Setiap orang punya alasan masing-masing, kenapa harus mendaki gunung ? atau kenapa memilih bepergian sendiri atau naik gunung sendiri. Aku juga menyimpan alasanku sendiri. Perjalan-perjalanan sendiri seperti ini semacam endropin tambahan buat tubuhku. Memberiku jeda sejenak dari rutinitas kerjaan atau beban masalah yang kadang tak ada habisnya. Perjalanan sendiri memberimu banyak space untuk merenung. Memaknai ulang apa-apa yang telah terjadi dengan hidupmu.

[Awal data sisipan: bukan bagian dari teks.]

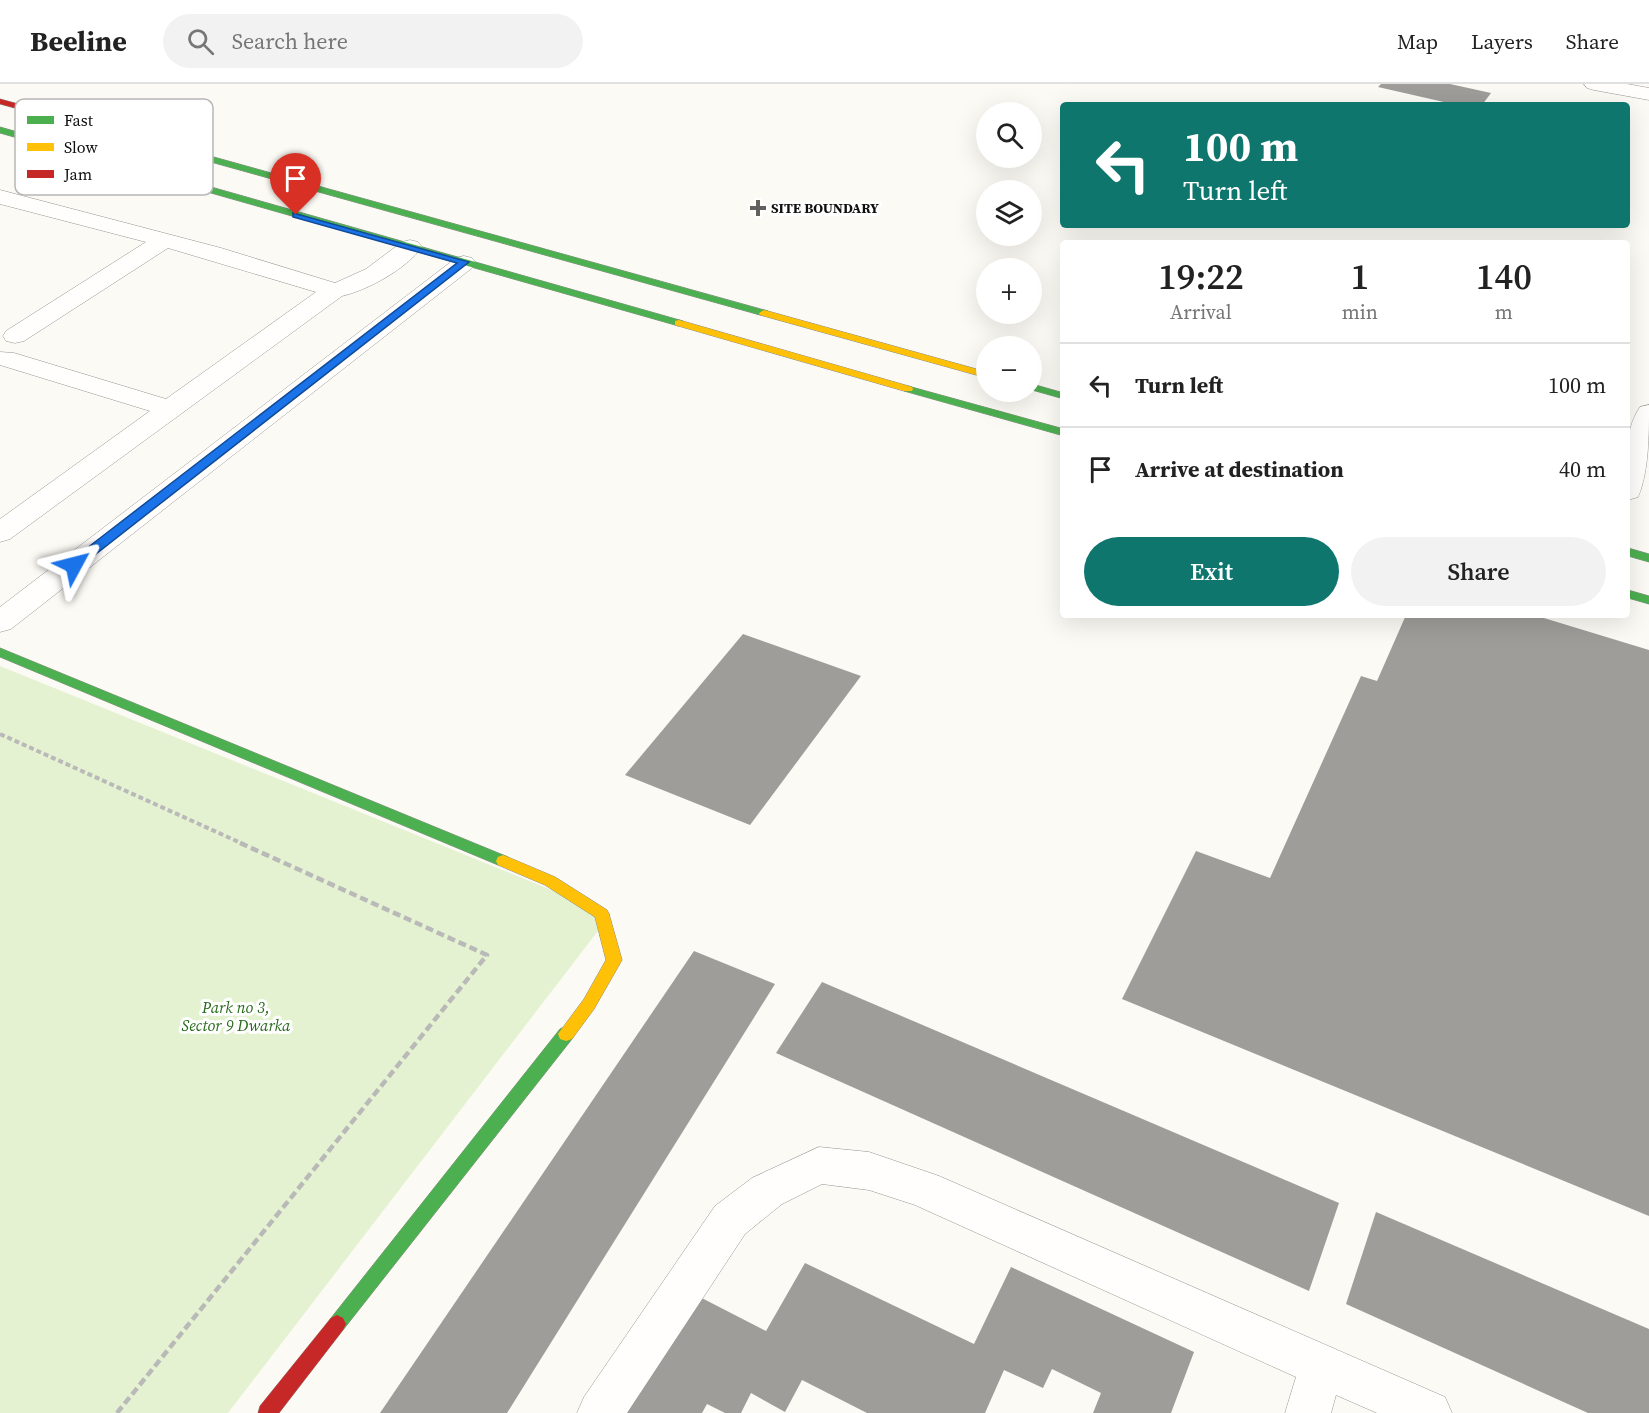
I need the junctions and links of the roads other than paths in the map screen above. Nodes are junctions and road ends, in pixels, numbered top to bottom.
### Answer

Saya tak ditakdirkan bertemu dengan api abadi itu, si blue fire yang mengagumkan. Api Biru yang hanya ada dua di dunia. Kecewa. Pendakian selalu mengajarkan banyak hal, termasuk kegagalan. Nyatanya tidak semua hal yang kita inginkan bisa kita dapatkan, seberapa kuat pun kita terus menerus mencoba. Manusia selalu dibatasi garis batas. Orang-orang menyebutnya “takdir”. Mungkin memang banyak hal dalam hidup ini harus berlalu begitu saja. Mungkin memang kita harus lebih banyak belajar untuk kecewa agar kita bisa berdamai dengan banyak hal yang tidak sejalan dengan hati kita.
Setelah pendakian ini, saya merasa tak lagi memiliki minat untuk mendaki ke gunung manapun di Indonesia, tidak Semeru yang puncaknya dulu menolakku untuk kegapai atau  Rinjani yang telah menolakku dua kali, bahkan ketika saya telah berdiri didepan pintu gerbangnya.

Perjalananku berikutnya mungkin akan ku fokuskan pada tempat-tempat menarik di seluruh wilayah Indonesia, saya hanya akan berkeliling dari provinsi ke provinsi, kota ke kota bahkan desa ke desa, saya berjanji akan menginjakkan kaki di lebih banyak tempat di negeri ini. Melihat berbagai macam hal yang sebelumnya belum pernah kulihat, tapi maaf untuk mendaki gunung, sudah kuucapkan terimakasih dan Assalamualaikum.